Selon des témoins, les forces de l’ordre ont dispersé un groupe de jeunes manifestants dans le quartier de Kimara Kibo, à l’ouest de la Dar es Salaam. Ils s’étaient rassemblés près de l’église Resurrection and Life, récemment fermée. Un lieu dirigé par Monseigneur Josephat Gwajima, ancien député du parti au pouvoir, connu pour ses critiques du gouvernement quant aux violations des droits humains.

Sur les réseaux sociaux, des vidéos montrent des jets de pierres face à des tirs à balles réelles, des jeunes en train de vandaliser des bureaux de vote ou de brûler des pneus, ainsi que l’incendie d’une grande station de bus. Plusieurs compagnies ont suspendu leurs services pendant la période électorale, une mesure inédite qui a alimenté les craintes de troubles ou d’entraves à la mobilité des électeurs. Une séquence non vérifiée montre aussi un homme en uniforme de police tirant à balles réelles en direction de passants éloignés. Les réseaux internet et 4G ont été coupés dans la journée, afin d’empêcher la diffusion de telles vidéos sur les réseaux sociaux.

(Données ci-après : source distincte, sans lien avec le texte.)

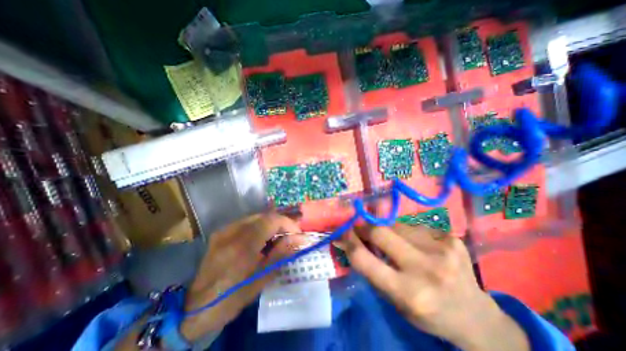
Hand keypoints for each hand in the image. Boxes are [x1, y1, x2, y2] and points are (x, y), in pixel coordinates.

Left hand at [180, 212, 301, 340]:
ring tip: (277, 238)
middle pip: (264, 216)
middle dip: (280, 223)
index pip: (271, 220)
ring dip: (270, 225)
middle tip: (289, 236)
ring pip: (255, 217)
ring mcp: (224, 230)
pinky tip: (261, 239)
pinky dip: (259, 227)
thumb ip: (281, 253)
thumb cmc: (232, 296)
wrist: (195, 308)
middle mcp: (232, 231)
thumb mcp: (262, 277)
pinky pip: (246, 223)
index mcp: (242, 245)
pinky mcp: (221, 232)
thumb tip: (299, 239)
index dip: (288, 223)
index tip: (297, 234)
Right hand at [342, 224, 527, 350]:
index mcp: (408, 293)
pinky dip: (405, 232)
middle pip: (380, 232)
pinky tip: (413, 243)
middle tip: (358, 227)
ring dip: (385, 229)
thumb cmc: (428, 313)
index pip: (364, 259)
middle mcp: (425, 268)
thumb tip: (350, 241)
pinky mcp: (450, 238)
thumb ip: (372, 269)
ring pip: (395, 225)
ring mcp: (441, 249)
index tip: (340, 232)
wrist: (475, 315)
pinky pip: (413, 226)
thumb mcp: (395, 301)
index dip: (348, 241)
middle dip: (364, 227)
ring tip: (390, 239)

Couvre-feu et retour au calme à Dar es Salaam, le bilan humain incertain

La situation s’est finalement calmée ce mercredi soir dans les rues de Dar es Salaam, rapporte notre correspondante. Un couvre-feu a été instauré à partir de 18h (15h TU), laissant peu de temps aux Tanzaniens pour rentrer chez eux. D’après les dernières informations, les manifestants ont été dispersés ce soir, et la nuit semblait débuter calmement. Ce n’est pas le cas partout. À Arusha, dans le nord du pays, la situation restait tendue. Des bilans non-officiels font état d’une dizaine de morts à travers le pays. Les autorités, elles, n’ont encore livré aucun bilan.

Les images vues tout au long de la journée font écho aux appels à descendre dans la rue, sous le mot d’ordre « pas de réformes, pas d’élections », pour dénoncer un scrutin joué d’avance. Le pouvoir, lui, se veut rassurant. La présidente a voté dans la matinée, saluant une journée de « paix et de sérénité ».

Dans la capitale économique tanzanienne, la victoire de Samia Suluhu Hassan apparaît comme une évidence, tous les opposants pouvant potentiellement la menacer ayant été évincés. Malgré les promesses d’ouverture politique, les derniers mois ont été marqués par de nombreux cas de disparitions d’opposants politiques ou de simples citoyens exprimant leurs opinions sur les réseaux sociaux.

L’attitude de l’armée demeure incertaine. Pourrait-elle, comme à Madagascar, se rallier aux manifestants ? De nombreuses vidéos ont montré des jeunes appelant au départ du parti au pouvoir, le CCM, avec à côté d’eux des militaires totalement passifs.

Les résultats devraient être donnés dans les 72 heures.